The writing leans heavily on the fourth wall. Before we begin the tale, there's a "Do you accept the terms and conditions?" prompt where the "terms and conditions" are about storytelling itself. (The story comes to life at the moment that you, the reader, start reading it, and at the end you will abandon these characters once more. Do you accept this?) Then it asks you why you accepted (or declined.) Then it turns out that your answer is completely irrelevant as the game proceeds regardless.
This is kind of how it goes with this game, through four iterations (intro, then controlling the woodsman, the children, and the herbalist) of asking you a "Kind of makes you think, doesn't it?" question or two, then railroading you onto the next section no matter what you picked. It has all the presence and mood of a navel-gazing Indie Game About Death, but none of the choices actually matter unless you make them matter by internalizing them. By the time we get to the herbalist, the game ceases to be interactive at all, and instead muses about the nature of storytelling and time loops as these children are abandoned in the woods again and again (and apparently are aware of this) every time the reader restarts the story.

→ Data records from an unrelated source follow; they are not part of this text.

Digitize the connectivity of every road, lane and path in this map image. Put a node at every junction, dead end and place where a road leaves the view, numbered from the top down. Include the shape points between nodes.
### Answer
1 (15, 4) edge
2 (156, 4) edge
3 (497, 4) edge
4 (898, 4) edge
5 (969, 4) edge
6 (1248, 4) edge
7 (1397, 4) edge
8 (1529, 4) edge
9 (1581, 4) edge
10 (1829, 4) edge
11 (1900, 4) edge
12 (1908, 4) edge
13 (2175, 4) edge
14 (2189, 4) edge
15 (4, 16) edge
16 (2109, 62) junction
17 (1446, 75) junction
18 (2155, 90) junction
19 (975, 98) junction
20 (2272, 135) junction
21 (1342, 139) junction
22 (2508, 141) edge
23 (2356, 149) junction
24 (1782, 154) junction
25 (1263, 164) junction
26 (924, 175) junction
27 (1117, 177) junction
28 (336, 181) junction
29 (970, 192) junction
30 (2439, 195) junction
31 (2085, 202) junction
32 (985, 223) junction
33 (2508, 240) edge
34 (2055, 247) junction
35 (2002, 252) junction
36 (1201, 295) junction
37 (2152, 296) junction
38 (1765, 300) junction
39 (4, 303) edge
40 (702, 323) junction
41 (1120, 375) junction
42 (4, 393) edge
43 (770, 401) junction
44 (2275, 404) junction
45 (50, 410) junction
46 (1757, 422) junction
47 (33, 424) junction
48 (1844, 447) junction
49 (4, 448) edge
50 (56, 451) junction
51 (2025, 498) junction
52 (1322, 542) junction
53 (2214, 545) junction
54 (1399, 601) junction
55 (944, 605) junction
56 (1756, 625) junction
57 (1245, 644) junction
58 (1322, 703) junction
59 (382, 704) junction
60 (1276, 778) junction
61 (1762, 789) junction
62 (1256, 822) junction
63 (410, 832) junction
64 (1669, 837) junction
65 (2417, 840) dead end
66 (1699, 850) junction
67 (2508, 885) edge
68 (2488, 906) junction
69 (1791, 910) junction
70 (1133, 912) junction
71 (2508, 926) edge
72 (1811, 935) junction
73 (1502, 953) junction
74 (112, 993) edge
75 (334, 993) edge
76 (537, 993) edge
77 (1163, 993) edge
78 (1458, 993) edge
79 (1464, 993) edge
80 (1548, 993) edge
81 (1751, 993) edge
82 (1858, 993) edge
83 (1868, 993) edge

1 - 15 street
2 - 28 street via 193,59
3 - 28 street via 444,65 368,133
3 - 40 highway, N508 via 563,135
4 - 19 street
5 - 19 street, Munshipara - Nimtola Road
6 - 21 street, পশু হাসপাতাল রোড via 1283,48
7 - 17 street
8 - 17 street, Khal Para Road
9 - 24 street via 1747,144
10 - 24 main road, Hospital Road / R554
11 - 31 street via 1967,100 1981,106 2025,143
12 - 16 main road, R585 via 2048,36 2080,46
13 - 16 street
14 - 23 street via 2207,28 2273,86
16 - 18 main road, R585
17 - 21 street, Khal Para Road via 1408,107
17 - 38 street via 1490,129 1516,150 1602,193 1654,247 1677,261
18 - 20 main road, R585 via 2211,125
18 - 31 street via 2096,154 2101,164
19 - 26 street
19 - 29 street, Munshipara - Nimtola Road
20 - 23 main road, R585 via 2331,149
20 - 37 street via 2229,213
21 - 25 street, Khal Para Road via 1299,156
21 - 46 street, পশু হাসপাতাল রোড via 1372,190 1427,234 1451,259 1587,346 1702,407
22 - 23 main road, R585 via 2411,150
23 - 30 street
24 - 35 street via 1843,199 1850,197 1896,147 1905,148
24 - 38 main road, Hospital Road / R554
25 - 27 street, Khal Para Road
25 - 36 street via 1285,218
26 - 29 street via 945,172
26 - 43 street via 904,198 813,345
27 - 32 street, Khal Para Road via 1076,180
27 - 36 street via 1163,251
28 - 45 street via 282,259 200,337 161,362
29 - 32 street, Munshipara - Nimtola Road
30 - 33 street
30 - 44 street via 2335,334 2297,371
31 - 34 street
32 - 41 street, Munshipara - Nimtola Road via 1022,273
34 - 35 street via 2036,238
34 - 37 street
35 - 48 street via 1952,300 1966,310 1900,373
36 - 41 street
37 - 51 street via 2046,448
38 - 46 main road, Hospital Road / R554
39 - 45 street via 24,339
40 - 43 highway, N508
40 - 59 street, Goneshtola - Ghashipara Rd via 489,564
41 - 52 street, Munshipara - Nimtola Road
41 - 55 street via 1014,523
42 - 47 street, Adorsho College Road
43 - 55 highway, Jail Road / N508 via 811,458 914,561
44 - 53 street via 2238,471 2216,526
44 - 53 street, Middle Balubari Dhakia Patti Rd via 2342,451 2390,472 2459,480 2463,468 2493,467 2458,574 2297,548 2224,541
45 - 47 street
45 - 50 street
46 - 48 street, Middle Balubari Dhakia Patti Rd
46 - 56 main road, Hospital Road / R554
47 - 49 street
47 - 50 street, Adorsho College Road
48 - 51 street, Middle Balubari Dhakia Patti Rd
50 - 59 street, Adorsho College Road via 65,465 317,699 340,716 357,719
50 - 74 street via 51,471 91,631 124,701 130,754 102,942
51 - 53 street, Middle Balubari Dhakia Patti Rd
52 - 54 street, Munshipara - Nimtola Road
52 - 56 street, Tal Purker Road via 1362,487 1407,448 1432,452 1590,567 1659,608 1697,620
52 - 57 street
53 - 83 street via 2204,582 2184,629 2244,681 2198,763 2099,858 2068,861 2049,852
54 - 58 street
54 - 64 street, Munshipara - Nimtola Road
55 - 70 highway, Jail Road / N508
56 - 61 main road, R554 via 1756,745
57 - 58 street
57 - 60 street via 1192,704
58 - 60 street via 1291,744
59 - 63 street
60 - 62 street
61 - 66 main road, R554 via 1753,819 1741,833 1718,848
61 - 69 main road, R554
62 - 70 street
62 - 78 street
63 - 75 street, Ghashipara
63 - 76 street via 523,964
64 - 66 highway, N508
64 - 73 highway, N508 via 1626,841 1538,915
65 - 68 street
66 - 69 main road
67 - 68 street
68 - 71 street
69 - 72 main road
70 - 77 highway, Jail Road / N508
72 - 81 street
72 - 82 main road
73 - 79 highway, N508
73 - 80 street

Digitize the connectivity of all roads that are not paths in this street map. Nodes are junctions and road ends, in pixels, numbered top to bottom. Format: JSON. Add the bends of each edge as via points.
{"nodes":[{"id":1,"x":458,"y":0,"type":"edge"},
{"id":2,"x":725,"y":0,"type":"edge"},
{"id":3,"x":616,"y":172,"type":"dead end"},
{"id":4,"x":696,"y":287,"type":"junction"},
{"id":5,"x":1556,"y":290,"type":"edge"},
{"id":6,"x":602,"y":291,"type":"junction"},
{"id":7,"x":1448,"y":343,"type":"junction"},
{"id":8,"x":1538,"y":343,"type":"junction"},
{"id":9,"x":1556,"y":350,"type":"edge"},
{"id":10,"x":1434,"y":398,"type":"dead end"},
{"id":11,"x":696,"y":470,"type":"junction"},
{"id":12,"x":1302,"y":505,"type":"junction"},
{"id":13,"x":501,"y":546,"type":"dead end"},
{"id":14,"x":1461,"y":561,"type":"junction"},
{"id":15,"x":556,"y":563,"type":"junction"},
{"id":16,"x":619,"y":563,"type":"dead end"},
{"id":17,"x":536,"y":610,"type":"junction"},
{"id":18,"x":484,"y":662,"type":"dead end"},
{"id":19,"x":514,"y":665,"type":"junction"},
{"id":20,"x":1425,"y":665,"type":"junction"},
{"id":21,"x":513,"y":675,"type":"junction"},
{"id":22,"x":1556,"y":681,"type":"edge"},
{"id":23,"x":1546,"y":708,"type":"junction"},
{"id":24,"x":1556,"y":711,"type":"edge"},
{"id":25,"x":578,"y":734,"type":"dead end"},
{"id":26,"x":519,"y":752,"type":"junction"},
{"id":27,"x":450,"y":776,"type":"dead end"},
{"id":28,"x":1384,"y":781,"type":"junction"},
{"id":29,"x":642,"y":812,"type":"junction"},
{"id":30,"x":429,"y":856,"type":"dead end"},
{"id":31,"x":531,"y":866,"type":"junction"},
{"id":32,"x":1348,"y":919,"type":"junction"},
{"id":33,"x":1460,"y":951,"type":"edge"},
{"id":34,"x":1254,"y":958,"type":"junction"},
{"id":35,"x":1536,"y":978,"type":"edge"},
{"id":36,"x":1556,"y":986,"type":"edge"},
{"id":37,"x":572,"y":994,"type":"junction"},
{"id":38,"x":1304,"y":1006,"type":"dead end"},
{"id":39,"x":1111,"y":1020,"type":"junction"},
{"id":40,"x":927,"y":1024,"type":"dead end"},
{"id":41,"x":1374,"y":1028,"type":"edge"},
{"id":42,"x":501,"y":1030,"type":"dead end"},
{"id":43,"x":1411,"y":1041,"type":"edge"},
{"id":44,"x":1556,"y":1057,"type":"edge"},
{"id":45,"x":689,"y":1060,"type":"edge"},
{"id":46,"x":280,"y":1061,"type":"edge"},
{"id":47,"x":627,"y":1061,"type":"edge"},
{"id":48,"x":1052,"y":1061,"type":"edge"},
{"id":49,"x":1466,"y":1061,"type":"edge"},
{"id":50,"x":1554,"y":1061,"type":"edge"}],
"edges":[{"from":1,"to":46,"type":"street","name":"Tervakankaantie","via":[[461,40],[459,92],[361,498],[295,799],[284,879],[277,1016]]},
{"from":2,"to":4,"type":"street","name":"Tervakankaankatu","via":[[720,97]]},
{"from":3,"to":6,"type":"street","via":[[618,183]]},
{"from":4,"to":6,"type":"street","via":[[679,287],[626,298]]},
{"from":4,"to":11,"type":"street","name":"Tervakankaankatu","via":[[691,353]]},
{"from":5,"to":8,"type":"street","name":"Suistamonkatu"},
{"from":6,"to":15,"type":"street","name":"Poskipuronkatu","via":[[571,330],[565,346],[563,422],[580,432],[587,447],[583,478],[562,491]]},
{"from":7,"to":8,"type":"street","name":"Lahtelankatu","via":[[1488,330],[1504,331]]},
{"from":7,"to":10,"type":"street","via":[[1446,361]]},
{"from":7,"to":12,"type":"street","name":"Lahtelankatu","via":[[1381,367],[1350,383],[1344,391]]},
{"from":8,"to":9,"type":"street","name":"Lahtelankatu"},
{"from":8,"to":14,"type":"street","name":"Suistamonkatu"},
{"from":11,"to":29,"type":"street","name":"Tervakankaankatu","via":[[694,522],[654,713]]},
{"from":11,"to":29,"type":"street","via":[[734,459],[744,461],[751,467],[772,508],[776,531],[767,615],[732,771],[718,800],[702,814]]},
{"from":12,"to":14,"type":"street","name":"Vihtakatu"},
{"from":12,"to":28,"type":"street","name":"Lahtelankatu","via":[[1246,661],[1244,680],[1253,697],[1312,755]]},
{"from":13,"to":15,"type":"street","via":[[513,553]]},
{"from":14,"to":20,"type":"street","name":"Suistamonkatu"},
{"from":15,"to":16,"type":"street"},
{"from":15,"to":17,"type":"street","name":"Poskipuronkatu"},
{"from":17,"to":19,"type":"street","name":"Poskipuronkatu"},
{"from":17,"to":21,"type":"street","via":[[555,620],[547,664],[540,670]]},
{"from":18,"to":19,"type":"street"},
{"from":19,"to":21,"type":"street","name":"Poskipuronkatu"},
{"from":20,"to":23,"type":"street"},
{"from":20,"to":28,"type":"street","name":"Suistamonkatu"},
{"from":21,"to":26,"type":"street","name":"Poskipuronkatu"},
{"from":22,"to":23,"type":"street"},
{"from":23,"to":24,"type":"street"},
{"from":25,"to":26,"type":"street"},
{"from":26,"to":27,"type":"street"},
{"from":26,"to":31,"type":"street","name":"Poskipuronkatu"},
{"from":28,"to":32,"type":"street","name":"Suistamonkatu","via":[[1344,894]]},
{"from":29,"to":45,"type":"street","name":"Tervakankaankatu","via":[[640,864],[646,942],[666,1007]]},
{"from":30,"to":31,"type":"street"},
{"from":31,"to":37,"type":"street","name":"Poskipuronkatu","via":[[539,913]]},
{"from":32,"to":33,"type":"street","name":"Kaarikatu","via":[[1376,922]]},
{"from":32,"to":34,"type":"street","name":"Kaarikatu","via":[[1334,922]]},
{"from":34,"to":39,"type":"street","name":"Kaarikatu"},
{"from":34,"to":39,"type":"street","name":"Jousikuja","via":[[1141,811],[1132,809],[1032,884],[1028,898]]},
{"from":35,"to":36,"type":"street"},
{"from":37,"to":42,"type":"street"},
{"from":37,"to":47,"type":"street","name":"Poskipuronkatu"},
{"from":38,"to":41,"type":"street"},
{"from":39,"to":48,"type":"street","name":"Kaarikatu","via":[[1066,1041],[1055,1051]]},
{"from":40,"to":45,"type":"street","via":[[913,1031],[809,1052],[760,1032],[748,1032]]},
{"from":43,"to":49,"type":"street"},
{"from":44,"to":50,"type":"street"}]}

I want to give games like this a lot of benefit of the doubt. I played The Master, a Steam game that is actually about walking from point A to point B while trying to ignore all the lewd graffiti every other player left to completely trash the mountain along the way. Because it was presented as a game about making a short journey to beseech The Master's wisdom, I went in with my "this journey is a metaphor and that was the wisdom this whole time, wasn't it" senses heightened, and I left with some pensive thoughts about life and the kinds of people who would go through this game just to poop on it. I'm not hard to hit with the "This Is Deep And You Must Treat It As Such" flag, is what I'm saying here.
And honestly, there's a lot here that could have worked. The "terms of service," the characters doomed to repeat their tale, these are neat ideas! The author had a good concept here, and I am happy to give credit for that.
However, much like the last IFComp I just judged, I feel like this game hits me with a stolen flag that it hasn't actually earned. It's too short and too railroaded to feel like any of the advertised "what sorts of choices would you make?" moments mean anything, and even the fourth-wall "what do these choices say about you as a person?" moments don't really land for me. I don't know. In the end, you can make as many artsy-sounding promises as you want and I actually will buy into them, but you'd better have a good payoff or I will end up feeling deceived.